The NBA’s Top-10 “Who’s That Guy?!” Having Guys Teams of 2016-17

You ever have someone approach you, and start chopping it up with you like they’ve known you for years, yet you have no clue who the hell they are? Leaving you to either a) play it off, or b) attempt to play it off, fail, and then awkwardly try to respond when they come at you with “you don’t remember me, huh?”

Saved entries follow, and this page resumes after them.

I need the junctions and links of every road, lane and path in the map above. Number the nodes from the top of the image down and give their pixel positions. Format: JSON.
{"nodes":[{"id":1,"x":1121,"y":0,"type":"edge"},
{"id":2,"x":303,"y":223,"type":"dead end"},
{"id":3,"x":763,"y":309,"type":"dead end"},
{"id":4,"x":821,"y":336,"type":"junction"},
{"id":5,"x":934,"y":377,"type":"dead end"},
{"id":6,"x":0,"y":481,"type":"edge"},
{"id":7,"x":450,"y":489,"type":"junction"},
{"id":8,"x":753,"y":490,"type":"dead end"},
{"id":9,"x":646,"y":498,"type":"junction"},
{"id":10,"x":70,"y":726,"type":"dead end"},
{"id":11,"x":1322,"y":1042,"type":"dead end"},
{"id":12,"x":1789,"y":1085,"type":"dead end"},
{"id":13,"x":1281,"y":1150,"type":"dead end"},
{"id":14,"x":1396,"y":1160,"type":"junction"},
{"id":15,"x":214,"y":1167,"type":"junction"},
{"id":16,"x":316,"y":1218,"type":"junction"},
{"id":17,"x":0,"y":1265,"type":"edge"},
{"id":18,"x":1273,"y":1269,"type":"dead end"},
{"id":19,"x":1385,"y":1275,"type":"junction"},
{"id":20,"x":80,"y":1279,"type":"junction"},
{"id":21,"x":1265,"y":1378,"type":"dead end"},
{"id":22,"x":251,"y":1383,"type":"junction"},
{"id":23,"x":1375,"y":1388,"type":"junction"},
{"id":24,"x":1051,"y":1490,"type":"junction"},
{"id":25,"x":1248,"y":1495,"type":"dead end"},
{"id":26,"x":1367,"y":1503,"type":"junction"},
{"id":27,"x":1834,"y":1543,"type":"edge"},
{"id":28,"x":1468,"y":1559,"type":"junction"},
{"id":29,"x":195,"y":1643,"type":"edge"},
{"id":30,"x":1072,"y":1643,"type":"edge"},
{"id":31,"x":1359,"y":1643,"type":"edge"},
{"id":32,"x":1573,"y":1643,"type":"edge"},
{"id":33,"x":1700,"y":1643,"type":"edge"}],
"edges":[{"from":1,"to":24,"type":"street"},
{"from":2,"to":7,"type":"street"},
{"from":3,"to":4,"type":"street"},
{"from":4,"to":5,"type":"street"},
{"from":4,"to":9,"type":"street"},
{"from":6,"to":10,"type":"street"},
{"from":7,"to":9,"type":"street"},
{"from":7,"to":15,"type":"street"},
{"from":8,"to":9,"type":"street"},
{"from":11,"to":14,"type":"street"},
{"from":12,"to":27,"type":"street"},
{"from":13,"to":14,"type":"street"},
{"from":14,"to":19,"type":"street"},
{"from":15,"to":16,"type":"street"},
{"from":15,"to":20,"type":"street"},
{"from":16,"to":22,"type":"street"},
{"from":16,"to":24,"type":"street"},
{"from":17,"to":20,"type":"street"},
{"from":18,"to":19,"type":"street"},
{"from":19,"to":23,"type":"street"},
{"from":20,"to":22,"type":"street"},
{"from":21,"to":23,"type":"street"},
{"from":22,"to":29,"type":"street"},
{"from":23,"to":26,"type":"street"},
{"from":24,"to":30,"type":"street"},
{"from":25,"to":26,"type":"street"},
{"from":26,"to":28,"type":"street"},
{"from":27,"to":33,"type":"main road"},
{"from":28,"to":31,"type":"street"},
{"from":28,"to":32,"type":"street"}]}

… That’s how I feel watching the NBA.

Between the influx of international players, and one and dones, every year there’s hoards of new talent, and I’ve reached the age where instead of them being my peers, they immediately get the “He’s not Mike, Kobe, Shaq, LeBron, Nash, A.I., or K.G….” treatment, and I move along *Kanye Shrug*

Man, as a matter of fact, most of these new dudes aren’t even touching Baron Davis, Arenas, Sheed, or White Chocolate and aren’t coming anywhere near J-Kidd, Webber, Mullin, or Hardaway! I could go on for days, Payton, Stockton, Malone, Olajuwon… Ok, I’ll chill. I’ve still got a cool 30 years before I’m the old, senile guy talking about “back in my day…” so I digress. Back to the point.

Point is, a lot of these new dudes are just new dudes, and the league feels more watered down than a free mixed drink at the casino. However, as a hoop head, I watch, and I’d like to think I know my shit. Yet, I constantly find myself asking “Who’s that guy?!” and by constantly, I mean every single time I watch a game. So, I started taking notes, and came up with…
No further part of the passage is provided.